Patient advocacy groups filed a lawsuit seeking to invalidate the 2021 Regulations. Upon review, the court determined that the Affordable Care Act’s use of the term “cost-sharing” was open to multiple different interpretations and that the 2021 Regulations failed to define “cost-sharing” in a way that conclusively resolved this ambiguity. Holding that there are “interpretive depths to this regulation that have yet to be plumbed,” the court vacated the 2021 Regulations and remanded the question to HHS for further review.

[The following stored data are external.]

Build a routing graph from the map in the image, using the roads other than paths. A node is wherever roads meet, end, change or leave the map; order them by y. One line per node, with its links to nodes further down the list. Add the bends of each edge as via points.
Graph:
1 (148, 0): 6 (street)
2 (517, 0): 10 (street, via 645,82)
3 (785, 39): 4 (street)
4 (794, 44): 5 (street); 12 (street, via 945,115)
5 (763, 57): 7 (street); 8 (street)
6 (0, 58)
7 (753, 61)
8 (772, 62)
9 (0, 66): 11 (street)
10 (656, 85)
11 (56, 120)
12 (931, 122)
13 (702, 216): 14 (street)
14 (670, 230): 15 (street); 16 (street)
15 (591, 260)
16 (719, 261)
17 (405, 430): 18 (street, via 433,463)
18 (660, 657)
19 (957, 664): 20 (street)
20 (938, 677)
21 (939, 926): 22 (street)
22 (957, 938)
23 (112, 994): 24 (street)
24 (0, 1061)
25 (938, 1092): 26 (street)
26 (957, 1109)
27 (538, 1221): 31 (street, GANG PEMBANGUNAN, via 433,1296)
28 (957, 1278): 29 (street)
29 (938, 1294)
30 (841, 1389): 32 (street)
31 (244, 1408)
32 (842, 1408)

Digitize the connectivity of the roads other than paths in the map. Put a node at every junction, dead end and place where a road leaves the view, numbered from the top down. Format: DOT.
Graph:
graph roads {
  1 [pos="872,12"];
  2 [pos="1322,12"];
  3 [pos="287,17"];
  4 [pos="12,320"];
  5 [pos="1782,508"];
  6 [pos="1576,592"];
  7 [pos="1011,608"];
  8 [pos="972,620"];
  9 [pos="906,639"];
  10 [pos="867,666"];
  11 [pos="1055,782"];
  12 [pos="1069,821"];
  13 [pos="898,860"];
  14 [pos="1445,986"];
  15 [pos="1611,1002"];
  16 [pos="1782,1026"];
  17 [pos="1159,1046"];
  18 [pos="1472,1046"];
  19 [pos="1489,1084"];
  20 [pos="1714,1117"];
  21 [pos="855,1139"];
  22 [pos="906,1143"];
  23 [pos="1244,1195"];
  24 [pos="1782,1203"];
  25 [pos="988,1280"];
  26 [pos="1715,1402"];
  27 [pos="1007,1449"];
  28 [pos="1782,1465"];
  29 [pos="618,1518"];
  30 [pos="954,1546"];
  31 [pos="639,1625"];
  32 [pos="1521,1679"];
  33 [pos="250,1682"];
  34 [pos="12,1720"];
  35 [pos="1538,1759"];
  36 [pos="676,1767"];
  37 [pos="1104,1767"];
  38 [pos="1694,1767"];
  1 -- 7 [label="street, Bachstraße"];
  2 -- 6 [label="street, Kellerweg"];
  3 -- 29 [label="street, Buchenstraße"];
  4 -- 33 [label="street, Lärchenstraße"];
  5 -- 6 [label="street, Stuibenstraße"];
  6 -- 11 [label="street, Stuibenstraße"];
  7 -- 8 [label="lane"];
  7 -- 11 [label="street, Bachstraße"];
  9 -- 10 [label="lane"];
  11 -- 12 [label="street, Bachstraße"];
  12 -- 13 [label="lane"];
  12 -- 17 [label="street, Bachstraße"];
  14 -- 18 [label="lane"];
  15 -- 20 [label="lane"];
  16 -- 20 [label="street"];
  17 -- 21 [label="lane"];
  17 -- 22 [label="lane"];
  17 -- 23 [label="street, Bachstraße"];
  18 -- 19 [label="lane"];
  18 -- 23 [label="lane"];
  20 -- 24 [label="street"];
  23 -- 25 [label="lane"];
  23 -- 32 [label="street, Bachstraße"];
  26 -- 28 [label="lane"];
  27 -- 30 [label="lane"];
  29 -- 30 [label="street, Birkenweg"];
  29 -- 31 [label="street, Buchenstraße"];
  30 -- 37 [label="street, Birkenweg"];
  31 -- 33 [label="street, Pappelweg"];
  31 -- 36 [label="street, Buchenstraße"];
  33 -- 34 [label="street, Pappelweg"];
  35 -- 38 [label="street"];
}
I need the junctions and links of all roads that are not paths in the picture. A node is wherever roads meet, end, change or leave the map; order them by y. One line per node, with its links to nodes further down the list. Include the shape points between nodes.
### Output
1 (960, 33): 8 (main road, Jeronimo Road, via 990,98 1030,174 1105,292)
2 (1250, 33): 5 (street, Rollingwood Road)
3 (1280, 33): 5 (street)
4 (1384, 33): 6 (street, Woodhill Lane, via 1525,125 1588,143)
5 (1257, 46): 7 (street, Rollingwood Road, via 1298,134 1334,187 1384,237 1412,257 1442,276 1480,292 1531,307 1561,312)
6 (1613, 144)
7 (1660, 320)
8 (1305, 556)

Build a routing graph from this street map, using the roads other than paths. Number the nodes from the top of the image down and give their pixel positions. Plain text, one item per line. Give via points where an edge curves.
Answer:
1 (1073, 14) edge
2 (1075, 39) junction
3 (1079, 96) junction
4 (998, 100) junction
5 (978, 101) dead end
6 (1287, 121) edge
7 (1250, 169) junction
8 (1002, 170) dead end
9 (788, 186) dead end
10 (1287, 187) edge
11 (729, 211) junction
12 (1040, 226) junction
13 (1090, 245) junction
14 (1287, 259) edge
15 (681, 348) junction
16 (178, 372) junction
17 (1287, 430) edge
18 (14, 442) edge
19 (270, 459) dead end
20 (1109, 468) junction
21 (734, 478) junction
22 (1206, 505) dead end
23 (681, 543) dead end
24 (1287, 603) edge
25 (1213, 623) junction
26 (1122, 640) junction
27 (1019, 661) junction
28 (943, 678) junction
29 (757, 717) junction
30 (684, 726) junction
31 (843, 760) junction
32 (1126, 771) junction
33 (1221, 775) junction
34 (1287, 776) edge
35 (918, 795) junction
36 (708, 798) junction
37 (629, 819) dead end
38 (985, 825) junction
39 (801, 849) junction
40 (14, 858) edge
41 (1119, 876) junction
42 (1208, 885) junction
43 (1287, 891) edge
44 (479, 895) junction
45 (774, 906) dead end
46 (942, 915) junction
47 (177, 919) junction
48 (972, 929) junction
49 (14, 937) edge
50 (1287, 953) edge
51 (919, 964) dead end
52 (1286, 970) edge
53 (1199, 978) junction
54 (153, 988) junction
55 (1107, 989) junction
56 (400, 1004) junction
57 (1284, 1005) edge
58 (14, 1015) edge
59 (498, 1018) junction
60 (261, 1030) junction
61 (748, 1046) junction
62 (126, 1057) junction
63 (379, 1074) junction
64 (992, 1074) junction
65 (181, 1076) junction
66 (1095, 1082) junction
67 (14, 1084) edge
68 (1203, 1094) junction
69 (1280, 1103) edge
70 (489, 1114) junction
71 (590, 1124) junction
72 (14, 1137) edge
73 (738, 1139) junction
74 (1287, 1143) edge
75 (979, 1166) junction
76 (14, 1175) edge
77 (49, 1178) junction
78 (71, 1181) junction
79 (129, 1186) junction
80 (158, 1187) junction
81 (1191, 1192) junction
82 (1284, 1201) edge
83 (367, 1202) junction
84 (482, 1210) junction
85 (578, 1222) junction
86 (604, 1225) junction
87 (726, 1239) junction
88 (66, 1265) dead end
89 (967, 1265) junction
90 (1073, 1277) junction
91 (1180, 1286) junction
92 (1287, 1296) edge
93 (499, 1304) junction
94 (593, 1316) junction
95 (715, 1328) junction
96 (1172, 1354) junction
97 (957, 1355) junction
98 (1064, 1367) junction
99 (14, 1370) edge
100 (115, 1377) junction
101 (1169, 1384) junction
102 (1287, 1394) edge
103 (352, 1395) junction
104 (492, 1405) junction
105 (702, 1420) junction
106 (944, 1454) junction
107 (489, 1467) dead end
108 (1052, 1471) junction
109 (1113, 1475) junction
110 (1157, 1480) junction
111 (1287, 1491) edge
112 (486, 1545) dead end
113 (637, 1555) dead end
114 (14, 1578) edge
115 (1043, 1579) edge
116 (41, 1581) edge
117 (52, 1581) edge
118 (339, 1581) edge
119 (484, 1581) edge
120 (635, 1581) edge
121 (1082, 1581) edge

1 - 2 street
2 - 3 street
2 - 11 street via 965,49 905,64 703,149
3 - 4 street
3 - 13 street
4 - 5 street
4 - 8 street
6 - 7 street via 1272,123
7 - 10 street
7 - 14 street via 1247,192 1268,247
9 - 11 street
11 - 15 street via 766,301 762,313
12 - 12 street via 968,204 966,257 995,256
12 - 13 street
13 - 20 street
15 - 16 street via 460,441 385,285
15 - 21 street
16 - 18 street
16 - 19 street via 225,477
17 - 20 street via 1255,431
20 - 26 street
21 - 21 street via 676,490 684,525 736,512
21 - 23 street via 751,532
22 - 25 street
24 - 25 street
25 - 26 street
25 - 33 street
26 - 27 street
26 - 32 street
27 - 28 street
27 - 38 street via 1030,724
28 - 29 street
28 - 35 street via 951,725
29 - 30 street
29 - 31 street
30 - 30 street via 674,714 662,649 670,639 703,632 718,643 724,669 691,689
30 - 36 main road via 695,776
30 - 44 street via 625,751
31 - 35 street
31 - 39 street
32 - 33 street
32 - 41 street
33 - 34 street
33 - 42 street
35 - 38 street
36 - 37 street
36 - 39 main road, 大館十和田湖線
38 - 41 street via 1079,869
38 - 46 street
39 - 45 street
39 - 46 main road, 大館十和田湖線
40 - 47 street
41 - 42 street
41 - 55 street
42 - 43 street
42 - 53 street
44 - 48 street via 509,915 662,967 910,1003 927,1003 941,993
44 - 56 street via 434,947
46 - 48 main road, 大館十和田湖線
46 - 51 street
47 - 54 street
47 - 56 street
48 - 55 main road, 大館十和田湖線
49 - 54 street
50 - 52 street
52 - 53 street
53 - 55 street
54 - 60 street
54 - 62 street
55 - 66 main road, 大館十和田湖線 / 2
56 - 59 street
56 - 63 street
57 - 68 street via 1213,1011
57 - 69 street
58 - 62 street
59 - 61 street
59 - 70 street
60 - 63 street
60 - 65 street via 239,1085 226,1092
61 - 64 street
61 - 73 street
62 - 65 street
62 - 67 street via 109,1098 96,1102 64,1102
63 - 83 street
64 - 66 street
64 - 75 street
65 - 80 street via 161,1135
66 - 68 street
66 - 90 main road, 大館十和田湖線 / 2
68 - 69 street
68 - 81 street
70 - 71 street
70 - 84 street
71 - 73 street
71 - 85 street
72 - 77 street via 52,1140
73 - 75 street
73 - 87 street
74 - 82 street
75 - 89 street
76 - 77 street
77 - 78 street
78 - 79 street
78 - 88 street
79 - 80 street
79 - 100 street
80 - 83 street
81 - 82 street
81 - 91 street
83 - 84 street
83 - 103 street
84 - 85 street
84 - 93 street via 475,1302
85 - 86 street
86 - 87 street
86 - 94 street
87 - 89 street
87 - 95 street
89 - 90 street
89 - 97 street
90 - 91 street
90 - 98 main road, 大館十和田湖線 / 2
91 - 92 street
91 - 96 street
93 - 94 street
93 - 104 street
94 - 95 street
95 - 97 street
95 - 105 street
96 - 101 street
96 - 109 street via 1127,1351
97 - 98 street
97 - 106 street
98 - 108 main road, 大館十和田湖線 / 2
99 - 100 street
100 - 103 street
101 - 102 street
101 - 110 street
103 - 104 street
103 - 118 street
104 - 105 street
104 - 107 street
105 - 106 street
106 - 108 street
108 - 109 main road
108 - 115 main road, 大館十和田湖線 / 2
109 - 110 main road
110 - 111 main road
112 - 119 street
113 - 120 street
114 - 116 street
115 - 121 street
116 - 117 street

The court’s ruling has immediate and nationwide effect, which means employers can no longer rely on the 2021 Regulations to support their copay accumulator designs. HHS has publicly stated that it intends to issue guidance in response to the court’s decision. Until then, employers face uncertainty—not only as to how the new guidance will affect their plans going forward but also whether they will be required to make retroactive corrections to participants’ out-of-pocket maximums. For example, will plans be required to retroactively re-characterize manufacturer assistance received during the first nine months of 2023 as participant cost-sharing? And, if so, will plans be required to issue refunds if the recalculated amount of 2023 cost-sharing exceeds the current annual out-of-pocket maximums?
The ruling also sets up a possible conflict between a participant’s annual deductible and out-of-pocket maximum. In the preamble to the 2021 Regulations, HHS specifically noted that its final rule was intended to give plans “maximum flexibility” to ensure compliance with other key design obligations (specifically with respect to high-deductible health plans and health savings account). As a result of this decision, plans must now also evaluate the impact that manufacturer assistance has on a participant’s annual deductible progress. For example, if manufacturer assistance causes a participant to meet his or her out-of-pocket maximum before the deductible has been satisfied, the participant may be disqualified from contributing to a health savings account.
Plan sponsors are encouraged to meet with their advisers and pharmacy benefit managers to determine the best course of action until further guidance is issued.